TASK INPUT Start Marker

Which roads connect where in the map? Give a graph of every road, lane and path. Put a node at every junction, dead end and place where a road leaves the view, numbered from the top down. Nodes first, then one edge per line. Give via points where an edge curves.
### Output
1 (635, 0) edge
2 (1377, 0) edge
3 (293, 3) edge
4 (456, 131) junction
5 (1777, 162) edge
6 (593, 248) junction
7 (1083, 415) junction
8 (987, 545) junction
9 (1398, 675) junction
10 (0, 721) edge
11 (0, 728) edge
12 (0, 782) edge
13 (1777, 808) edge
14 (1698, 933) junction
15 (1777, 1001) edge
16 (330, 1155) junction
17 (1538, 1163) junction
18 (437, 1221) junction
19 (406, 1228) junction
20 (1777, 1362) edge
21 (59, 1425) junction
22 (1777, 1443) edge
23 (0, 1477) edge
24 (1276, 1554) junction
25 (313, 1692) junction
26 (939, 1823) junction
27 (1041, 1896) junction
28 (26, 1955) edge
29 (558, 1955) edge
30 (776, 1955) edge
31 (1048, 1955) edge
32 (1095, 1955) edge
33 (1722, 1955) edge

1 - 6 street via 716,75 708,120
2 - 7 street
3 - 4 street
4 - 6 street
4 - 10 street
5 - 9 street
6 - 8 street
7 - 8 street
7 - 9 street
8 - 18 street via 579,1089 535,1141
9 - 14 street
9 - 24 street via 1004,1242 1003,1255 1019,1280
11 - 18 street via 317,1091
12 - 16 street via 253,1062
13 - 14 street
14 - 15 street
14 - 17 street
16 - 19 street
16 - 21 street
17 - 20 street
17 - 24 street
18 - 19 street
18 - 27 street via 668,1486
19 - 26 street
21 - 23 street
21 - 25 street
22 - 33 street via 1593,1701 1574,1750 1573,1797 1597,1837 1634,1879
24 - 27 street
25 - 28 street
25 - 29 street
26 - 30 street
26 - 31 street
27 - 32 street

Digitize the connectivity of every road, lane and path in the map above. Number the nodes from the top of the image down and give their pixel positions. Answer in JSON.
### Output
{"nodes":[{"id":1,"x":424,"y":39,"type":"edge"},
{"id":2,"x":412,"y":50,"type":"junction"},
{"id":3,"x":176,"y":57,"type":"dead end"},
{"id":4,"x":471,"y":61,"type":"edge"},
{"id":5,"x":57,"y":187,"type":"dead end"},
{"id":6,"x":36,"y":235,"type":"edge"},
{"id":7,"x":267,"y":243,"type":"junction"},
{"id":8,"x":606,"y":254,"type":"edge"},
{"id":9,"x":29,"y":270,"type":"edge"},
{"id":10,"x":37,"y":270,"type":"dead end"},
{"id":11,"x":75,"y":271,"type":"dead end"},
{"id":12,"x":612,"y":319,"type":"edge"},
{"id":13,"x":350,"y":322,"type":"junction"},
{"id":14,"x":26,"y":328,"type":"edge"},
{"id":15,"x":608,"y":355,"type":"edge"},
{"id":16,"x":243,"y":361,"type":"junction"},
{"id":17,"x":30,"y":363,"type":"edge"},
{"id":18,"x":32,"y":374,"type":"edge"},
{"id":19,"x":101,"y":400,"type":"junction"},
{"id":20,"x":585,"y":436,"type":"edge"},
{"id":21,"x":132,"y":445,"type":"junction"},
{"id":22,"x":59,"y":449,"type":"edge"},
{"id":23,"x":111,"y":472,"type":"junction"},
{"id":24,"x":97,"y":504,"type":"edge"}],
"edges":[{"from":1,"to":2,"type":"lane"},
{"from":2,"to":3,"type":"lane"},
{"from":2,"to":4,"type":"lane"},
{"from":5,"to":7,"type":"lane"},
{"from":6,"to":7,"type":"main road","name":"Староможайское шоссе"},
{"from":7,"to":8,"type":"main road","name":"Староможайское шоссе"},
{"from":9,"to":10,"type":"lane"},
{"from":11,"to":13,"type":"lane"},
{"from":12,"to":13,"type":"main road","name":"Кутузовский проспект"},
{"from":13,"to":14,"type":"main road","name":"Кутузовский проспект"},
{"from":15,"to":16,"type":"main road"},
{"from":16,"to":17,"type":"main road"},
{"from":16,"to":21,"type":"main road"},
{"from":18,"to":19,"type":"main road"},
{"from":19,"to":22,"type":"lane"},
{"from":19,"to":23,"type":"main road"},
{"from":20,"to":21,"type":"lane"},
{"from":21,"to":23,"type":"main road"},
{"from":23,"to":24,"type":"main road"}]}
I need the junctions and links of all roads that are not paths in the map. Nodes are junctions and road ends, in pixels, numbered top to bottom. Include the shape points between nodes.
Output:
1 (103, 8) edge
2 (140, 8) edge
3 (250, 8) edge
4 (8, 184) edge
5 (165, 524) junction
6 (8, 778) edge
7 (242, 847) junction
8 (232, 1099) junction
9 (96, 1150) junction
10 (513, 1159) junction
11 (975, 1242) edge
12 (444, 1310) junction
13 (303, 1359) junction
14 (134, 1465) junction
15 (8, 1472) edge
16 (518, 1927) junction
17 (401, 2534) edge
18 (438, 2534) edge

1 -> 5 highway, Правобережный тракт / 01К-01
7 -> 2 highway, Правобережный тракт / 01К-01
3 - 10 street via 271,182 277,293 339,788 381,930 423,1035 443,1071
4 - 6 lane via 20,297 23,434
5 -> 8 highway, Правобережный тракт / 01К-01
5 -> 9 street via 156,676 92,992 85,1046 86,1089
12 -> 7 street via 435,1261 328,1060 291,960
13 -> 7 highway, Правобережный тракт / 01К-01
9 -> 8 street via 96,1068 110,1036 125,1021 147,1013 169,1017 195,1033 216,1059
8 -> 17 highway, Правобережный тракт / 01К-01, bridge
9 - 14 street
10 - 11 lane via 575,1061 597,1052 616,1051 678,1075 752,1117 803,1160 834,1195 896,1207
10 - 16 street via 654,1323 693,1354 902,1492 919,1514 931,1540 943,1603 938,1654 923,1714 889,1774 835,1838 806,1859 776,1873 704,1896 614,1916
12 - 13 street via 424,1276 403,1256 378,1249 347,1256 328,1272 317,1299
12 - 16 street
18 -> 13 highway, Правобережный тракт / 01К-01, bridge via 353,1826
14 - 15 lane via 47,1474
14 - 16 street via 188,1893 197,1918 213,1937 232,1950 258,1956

TASK INPUT End Marker

§ **WORK INSTRUCTIONS**:
Please repeat every entry, exactly as it was written.

§ **TASK RESULT**:
Which roads connect where in the map? Give a graph of every road, lane and path. Put a node at every junction, dead end and place where a road leaves the view, numbered from the top down. Nodes first, then one edge per line. Give via points where an edge curves.
### Output
1 (635, 0) edge
2 (1377, 0) edge
3 (293, 3) edge
4 (456, 131) junction
5 (1777, 162) edge
6 (593, 248) junction
7 (1083, 415) junction
8 (987, 545) junction
9 (1398, 675) junction
10 (0, 721) edge
11 (0, 728) edge
12 (0, 782) edge
13 (1777, 808) edge
14 (1698, 933) junction
15 (1777, 1001) edge
16 (330, 1155) junction
17 (1538, 1163) junction
18 (437, 1221) junction
19 (406, 1228) junction
20 (1777, 1362) edge
21 (59, 1425) junction
22 (1777, 1443) edge
23 (0, 1477) edge
24 (1276, 1554) junction
25 (313, 1692) junction
26 (939, 1823) junction
27 (1041, 1896) junction
28 (26, 1955) edge
29 (558, 1955) edge
30 (776, 1955) edge
31 (1048, 1955) edge
32 (1095, 1955) edge
33 (1722, 1955) edge

1 - 6 street via 716,75 708,120
2 - 7 street
3 - 4 street
4 - 6 street
4 - 10 street
5 - 9 street
6 - 8 street
7 - 8 street
7 - 9 street
8 - 18 street via 579,1089 535,1141
9 - 14 street
9 - 24 street via 1004,1242 1003,1255 1019,1280
11 - 18 street via 317,1091
12 - 16 street via 253,1062
13 - 14 street
14 - 15 street
14 - 17 street
16 - 19 street
16 - 21 street
17 - 20 street
17 - 24 street
18 - 19 street
18 - 27 street via 668,1486
19 - 26 street
21 - 23 street
21 - 25 street
22 - 33 street via 1593,1701 1574,1750 1573,1797 1597,1837 1634,1879
24 - 27 street
25 - 28 street
25 - 29 street
26 - 30 street
26 - 31 street
27 - 32 street

Digitize the connectivity of every road, lane and path in the map above. Number the nodes from the top of the image down and give their pixel positions. Answer in JSON.
### Output
{"nodes":[{"id":1,"x":424,"y":39,"type":"edge"},
{"id":2,"x":412,"y":50,"type":"junction"},
{"id":3,"x":176,"y":57,"type":"dead end"},
{"id":4,"x":471,"y":61,"type":"edge"},
{"id":5,"x":57,"y":187,"type":"dead end"},
{"id":6,"x":36,"y":235,"type":"edge"},
{"id":7,"x":267,"y":243,"type":"junction"},
{"id":8,"x":606,"y":254,"type":"edge"},
{"id":9,"x":29,"y":270,"type":"edge"},
{"id":10,"x":37,"y":270,"type":"dead end"},
{"id":11,"x":75,"y":271,"type":"dead end"},
{"id":12,"x":612,"y":319,"type":"edge"},
{"id":13,"x":350,"y":322,"type":"junction"},
{"id":14,"x":26,"y":328,"type":"edge"},
{"id":15,"x":608,"y":355,"type":"edge"},
{"id":16,"x":243,"y":361,"type":"junction"},
{"id":17,"x":30,"y":363,"type":"edge"},
{"id":18,"x":32,"y":374,"type":"edge"},
{"id":19,"x":101,"y":400,"type":"junction"},
{"id":20,"x":585,"y":436,"type":"edge"},
{"id":21,"x":132,"y":445,"type":"junction"},
{"id":22,"x":59,"y":449,"type":"edge"},
{"id":23,"x":111,"y":472,"type":"junction"},
{"id":24,"x":97,"y":504,"type":"edge"}],
"edges":[{"from":1,"to":2,"type":"lane"},
{"from":2,"to":3,"type":"lane"},
{"from":2,"to":4,"type":"lane"},
{"from":5,"to":7,"type":"lane"},
{"from":6,"to":7,"type":"main road","name":"Староможайское шоссе"},
{"from":7,"to":8,"type":"main road","name":"Староможайское шоссе"},
{"from":9,"to":10,"type":"lane"},
{"from":11,"to":13,"type":"lane"},
{"from":12,"to":13,"type":"main road","name":"Кутузовский проспект"},
{"from":13,"to":14,"type":"main road","name":"Кутузовский проспект"},
{"from":15,"to":16,"type":"main road"},
{"from":16,"to":17,"type":"main road"},
{"from":16,"to":21,"type":"main road"},
{"from":18,"to":19,"type":"main road"},
{"from":19,"to":22,"type":"lane"},
{"from":19,"to":23,"type":"main road"},
{"from":20,"to":21,"type":"lane"},
{"from":21,"to":23,"type":"main road"},
{"from":23,"to":24,"type":"main road"}]}
I need the junctions and links of all roads that are not paths in the map. Nodes are junctions and road ends, in pixels, numbered top to bottom. Include the shape points between nodes.
Output:
1 (103, 8) edge
2 (140, 8) edge
3 (250, 8) edge
4 (8, 184) edge
5 (165, 524) junction
6 (8, 778) edge
7 (242, 847) junction
8 (232, 1099) junction
9 (96, 1150) junction
10 (513, 1159) junction
11 (975, 1242) edge
12 (444, 1310) junction
13 (303, 1359) junction
14 (134, 1465) junction
15 (8, 1472) edge
16 (518, 1927) junction
17 (401, 2534) edge
18 (438, 2534) edge

1 -> 5 highway, Правобережный тракт / 01К-01
7 -> 2 highway, Правобережный тракт / 01К-01
3 - 10 street via 271,182 277,293 339,788 381,930 423,1035 443,1071
4 - 6 lane via 20,297 23,434
5 -> 8 highway, Правобережный тракт / 01К-01
5 -> 9 street via 156,676 92,992 85,1046 86,1089
12 -> 7 street via 435,1261 328,1060 291,960
13 -> 7 highway, Правобережный тракт / 01К-01
9 -> 8 street via 96,1068 110,1036 125,1021 147,1013 169,1017 195,1033 216,1059
8 -> 17 highway, Правобережный тракт / 01К-01, bridge
9 - 14 street
10 - 11 lane via 575,1061 597,1052 616,1051 678,1075 752,1117 803,1160 834,1195 896,1207
10 - 16 street via 654,1323 693,1354 902,1492 919,1514 931,1540 943,1603 938,1654 923,1714 889,1774 835,1838 806,1859 776,1873 704,1896 614,1916
12 - 13 street via 424,1276 403,1256 378,1249 347,1256 328,1272 317,1299
12 - 16 street
18 -> 13 highway, Правобережный тракт / 01К-01, bridge via 353,1826
14 - 15 lane via 47,1474
14 - 16 street via 188,1893 197,1918 213,1937 232,1950 258,1956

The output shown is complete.